Records to use section start

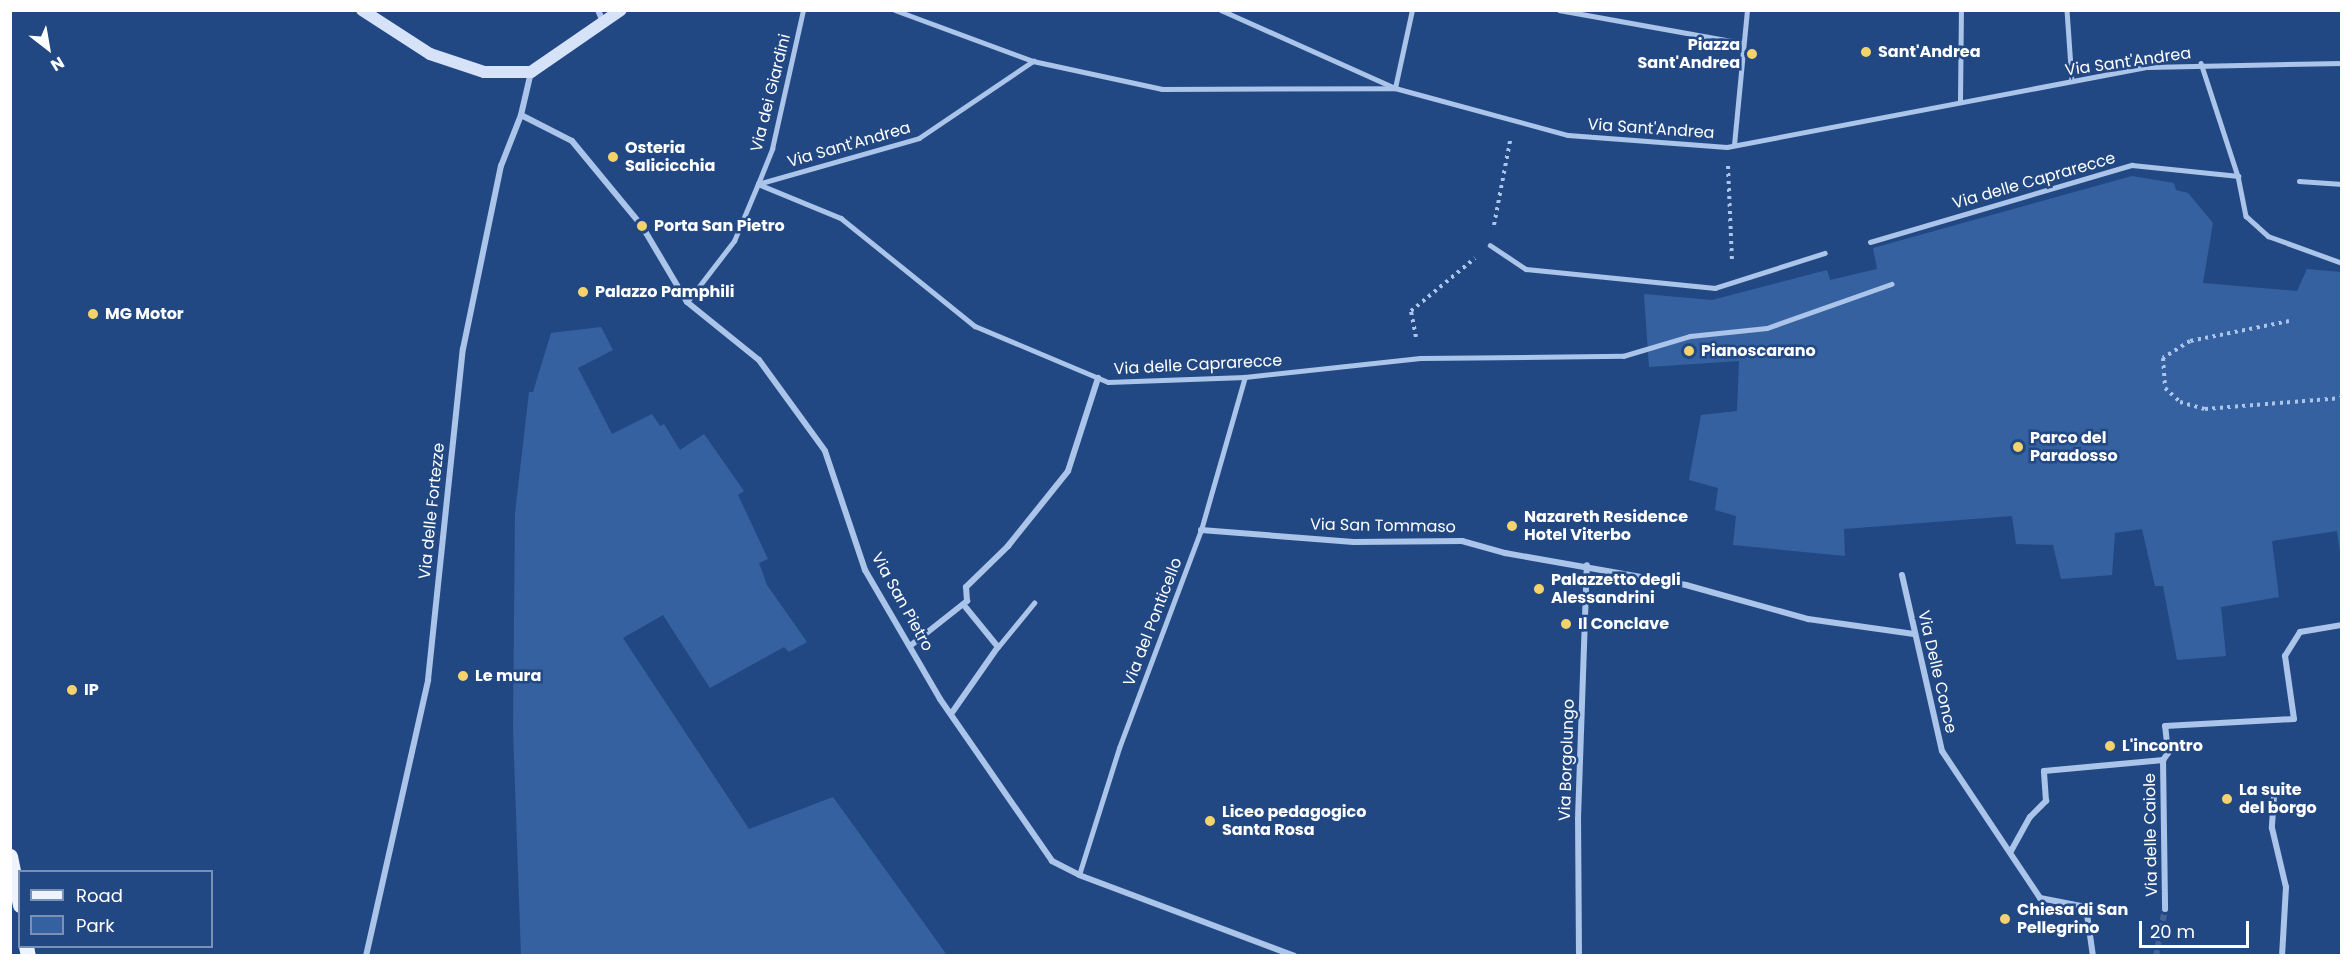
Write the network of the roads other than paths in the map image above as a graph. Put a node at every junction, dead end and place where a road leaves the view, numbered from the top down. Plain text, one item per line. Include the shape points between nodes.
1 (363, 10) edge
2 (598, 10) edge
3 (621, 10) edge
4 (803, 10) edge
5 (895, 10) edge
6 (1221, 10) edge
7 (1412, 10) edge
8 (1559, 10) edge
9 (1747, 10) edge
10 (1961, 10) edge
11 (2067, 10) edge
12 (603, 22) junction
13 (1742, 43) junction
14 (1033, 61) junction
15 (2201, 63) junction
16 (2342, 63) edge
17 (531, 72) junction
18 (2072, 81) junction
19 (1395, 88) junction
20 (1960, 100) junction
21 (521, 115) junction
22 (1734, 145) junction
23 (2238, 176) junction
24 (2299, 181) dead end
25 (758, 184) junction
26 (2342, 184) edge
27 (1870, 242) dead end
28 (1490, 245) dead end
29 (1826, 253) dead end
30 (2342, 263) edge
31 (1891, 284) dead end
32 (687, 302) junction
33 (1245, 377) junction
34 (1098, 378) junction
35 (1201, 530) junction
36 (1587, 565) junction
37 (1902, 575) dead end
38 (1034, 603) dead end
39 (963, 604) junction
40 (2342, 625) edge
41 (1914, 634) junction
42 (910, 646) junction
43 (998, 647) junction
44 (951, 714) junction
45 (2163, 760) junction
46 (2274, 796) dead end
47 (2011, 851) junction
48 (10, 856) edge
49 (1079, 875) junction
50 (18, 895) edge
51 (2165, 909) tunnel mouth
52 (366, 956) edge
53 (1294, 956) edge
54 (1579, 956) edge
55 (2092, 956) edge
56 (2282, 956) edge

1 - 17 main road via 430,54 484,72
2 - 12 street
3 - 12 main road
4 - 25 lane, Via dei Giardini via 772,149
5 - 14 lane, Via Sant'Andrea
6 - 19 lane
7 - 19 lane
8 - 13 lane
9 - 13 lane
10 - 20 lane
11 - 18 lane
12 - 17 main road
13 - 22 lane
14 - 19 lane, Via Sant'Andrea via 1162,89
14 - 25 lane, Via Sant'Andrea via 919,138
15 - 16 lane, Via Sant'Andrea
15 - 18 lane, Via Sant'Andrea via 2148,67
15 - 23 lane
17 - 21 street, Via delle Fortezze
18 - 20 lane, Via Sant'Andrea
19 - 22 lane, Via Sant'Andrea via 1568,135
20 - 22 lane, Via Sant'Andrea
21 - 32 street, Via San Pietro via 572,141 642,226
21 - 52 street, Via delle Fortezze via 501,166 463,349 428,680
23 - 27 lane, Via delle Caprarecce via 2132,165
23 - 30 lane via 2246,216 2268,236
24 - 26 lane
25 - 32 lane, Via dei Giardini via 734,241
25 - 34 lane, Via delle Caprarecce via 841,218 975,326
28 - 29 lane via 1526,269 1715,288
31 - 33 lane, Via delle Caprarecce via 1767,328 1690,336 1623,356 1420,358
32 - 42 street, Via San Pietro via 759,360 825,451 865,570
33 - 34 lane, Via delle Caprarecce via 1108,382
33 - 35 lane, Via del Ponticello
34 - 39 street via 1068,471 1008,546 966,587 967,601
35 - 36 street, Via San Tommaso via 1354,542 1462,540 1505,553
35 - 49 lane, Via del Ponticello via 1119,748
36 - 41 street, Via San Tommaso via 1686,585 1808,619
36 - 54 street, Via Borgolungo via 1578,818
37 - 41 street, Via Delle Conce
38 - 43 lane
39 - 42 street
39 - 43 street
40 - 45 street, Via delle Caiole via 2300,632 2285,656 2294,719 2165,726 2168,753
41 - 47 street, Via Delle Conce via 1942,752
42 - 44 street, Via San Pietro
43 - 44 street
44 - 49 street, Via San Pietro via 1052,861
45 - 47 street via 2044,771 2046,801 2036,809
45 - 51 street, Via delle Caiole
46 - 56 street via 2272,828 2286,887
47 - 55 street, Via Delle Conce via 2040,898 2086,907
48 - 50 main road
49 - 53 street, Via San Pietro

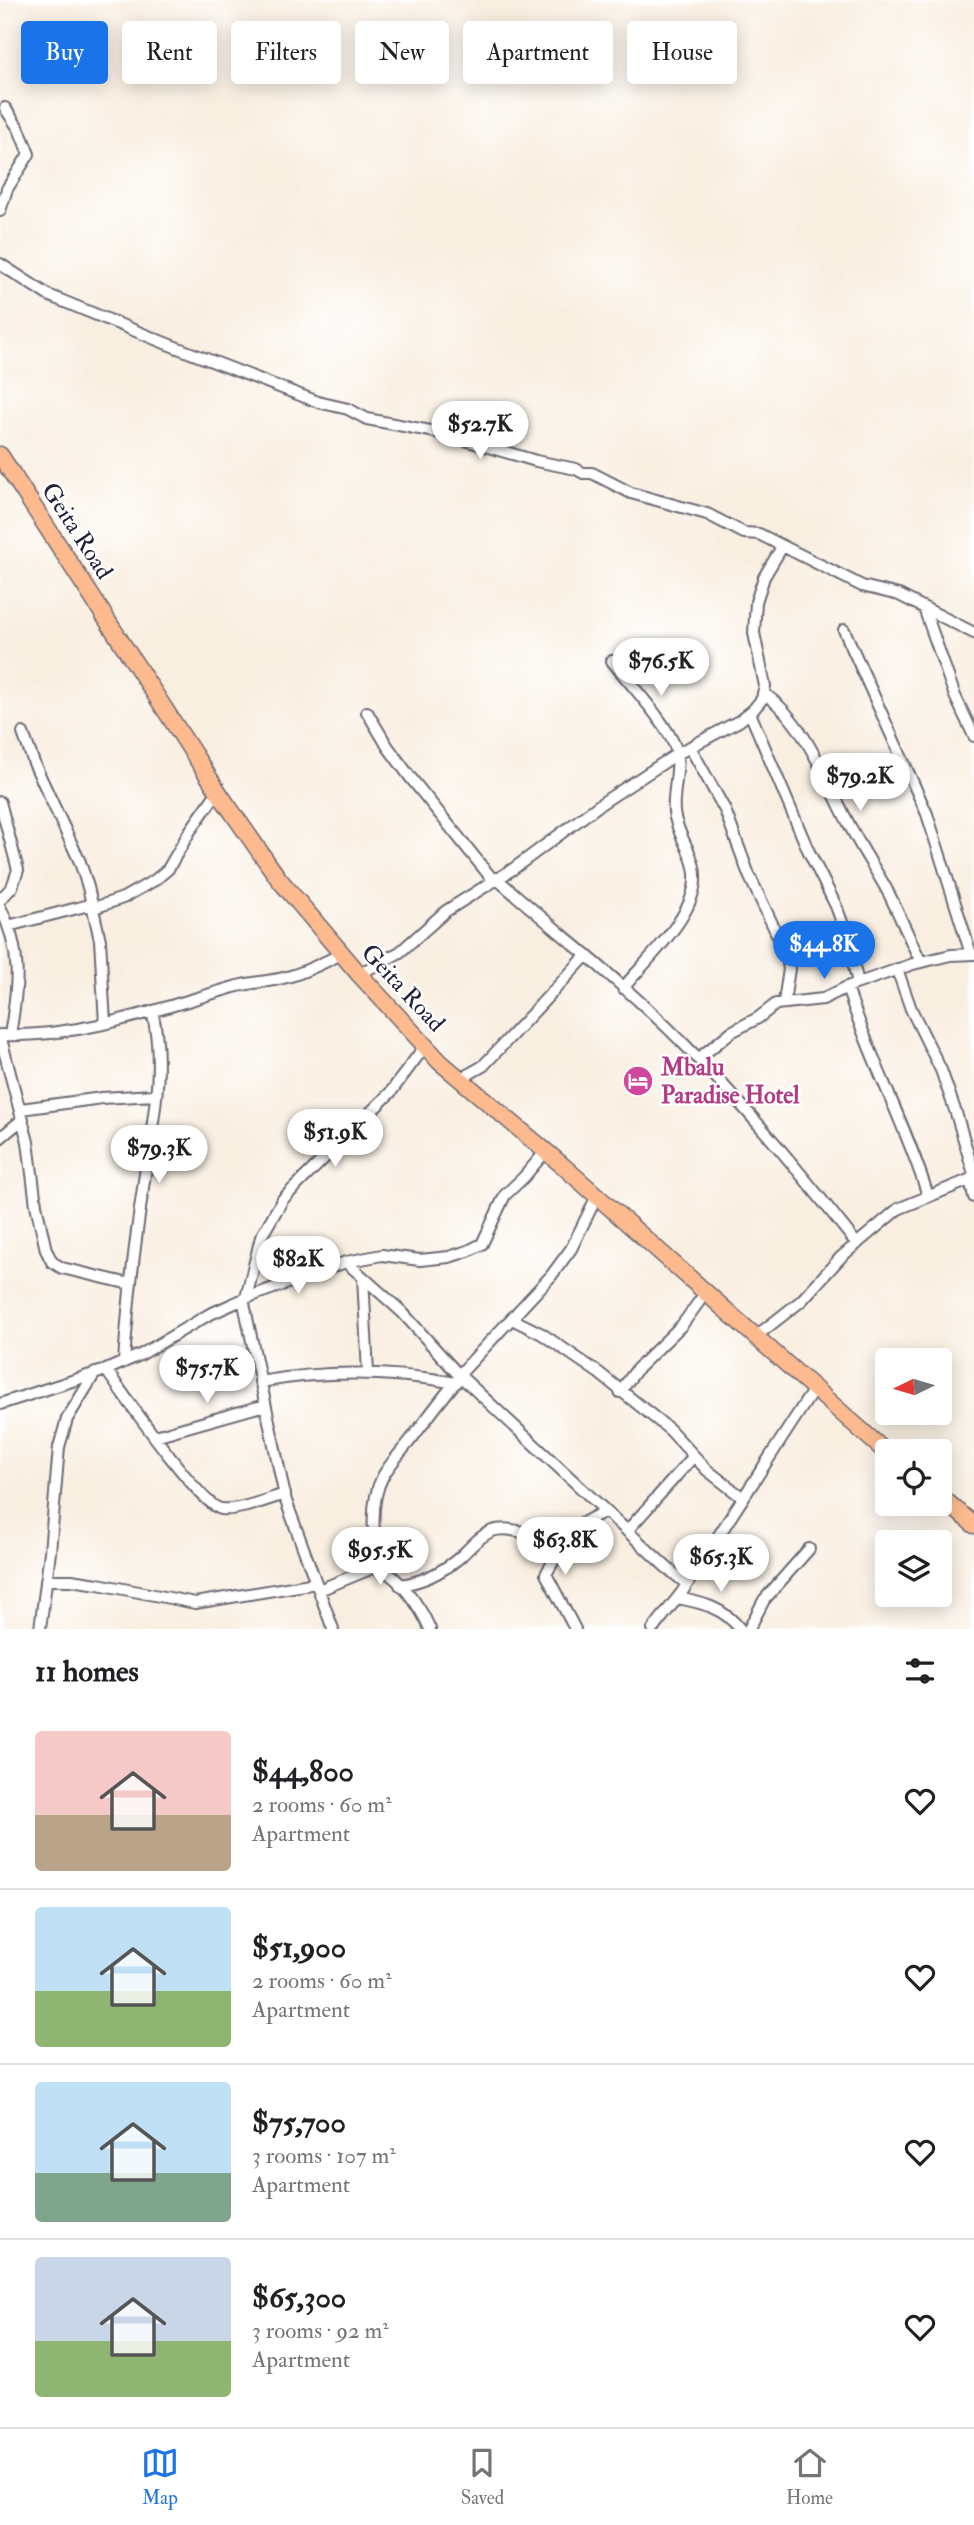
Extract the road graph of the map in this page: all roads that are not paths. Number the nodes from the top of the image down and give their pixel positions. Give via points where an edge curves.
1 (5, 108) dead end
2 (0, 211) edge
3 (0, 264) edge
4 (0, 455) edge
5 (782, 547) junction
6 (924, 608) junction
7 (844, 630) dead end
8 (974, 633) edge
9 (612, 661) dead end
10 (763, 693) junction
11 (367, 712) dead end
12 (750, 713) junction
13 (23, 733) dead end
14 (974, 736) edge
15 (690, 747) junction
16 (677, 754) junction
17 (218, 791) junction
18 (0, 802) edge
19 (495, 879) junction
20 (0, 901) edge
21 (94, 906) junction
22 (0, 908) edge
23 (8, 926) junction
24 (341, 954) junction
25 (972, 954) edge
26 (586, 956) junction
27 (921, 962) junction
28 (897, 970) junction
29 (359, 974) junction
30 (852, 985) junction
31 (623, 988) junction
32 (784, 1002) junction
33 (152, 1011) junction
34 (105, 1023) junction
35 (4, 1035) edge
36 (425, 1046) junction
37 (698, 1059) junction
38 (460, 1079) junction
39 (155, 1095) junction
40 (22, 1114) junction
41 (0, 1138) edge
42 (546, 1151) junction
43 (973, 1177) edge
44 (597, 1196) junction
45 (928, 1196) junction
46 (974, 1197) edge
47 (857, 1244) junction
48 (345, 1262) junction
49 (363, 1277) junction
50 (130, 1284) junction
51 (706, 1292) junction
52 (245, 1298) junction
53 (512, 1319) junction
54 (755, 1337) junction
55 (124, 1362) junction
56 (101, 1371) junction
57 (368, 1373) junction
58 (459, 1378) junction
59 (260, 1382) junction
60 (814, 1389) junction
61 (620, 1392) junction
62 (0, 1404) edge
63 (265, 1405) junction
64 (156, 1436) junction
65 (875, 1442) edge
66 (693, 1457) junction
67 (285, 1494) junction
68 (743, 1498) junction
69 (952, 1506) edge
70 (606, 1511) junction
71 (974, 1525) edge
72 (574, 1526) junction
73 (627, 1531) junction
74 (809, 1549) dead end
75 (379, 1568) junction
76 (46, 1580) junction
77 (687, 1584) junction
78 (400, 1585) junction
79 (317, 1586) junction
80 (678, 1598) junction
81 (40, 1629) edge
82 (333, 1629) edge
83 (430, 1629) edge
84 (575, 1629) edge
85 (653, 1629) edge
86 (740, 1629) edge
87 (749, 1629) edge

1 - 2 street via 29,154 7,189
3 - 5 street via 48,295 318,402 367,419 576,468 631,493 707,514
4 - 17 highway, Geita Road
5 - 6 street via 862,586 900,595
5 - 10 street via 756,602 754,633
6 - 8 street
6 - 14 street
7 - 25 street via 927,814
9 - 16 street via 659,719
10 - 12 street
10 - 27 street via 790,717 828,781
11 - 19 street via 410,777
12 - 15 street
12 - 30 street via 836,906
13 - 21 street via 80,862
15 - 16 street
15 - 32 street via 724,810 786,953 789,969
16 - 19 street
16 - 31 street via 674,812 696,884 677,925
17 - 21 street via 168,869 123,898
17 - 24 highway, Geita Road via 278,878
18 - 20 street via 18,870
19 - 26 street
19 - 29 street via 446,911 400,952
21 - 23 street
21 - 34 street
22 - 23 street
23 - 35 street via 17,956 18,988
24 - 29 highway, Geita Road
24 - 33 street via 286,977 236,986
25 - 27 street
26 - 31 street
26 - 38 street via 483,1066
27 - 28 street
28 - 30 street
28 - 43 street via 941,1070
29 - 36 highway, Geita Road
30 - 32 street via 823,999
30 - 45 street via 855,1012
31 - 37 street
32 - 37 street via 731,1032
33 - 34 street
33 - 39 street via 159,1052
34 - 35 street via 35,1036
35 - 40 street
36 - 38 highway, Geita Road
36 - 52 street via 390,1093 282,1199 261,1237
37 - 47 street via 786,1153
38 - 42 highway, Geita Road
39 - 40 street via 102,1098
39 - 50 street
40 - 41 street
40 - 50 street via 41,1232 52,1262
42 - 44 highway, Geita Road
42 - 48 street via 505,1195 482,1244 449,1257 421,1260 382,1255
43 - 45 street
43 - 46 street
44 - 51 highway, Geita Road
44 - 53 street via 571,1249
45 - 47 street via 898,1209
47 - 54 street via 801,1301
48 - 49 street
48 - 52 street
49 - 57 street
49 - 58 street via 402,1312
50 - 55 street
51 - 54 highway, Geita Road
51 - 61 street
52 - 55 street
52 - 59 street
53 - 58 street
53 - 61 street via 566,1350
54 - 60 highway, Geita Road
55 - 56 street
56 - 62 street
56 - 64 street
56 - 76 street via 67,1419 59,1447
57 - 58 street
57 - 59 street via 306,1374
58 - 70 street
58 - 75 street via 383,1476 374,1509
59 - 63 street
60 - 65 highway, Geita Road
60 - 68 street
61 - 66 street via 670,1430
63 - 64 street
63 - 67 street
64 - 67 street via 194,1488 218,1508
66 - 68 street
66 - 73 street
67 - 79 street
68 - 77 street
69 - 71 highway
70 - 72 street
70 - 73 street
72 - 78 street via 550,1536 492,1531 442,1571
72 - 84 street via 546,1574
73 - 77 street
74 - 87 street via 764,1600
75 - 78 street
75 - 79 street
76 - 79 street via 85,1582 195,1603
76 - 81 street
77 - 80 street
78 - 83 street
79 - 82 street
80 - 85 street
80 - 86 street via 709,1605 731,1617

Records to use section end

» **Exercise goal**: Return every line of the data above in which "graph" appears.

» **Exercise output**:
Write the network of the roads other than paths in the map image above as a graph. Put a node at every junction, dead end and place where a road leaves the view, numbered from the top down. Plain text, one item per line. Include the shape points between nodes.
Extract the road graph of the map in this page: all roads that are not paths. Number the nodes from the top of the image down and give their pixel positions. Give via points where an edge curves.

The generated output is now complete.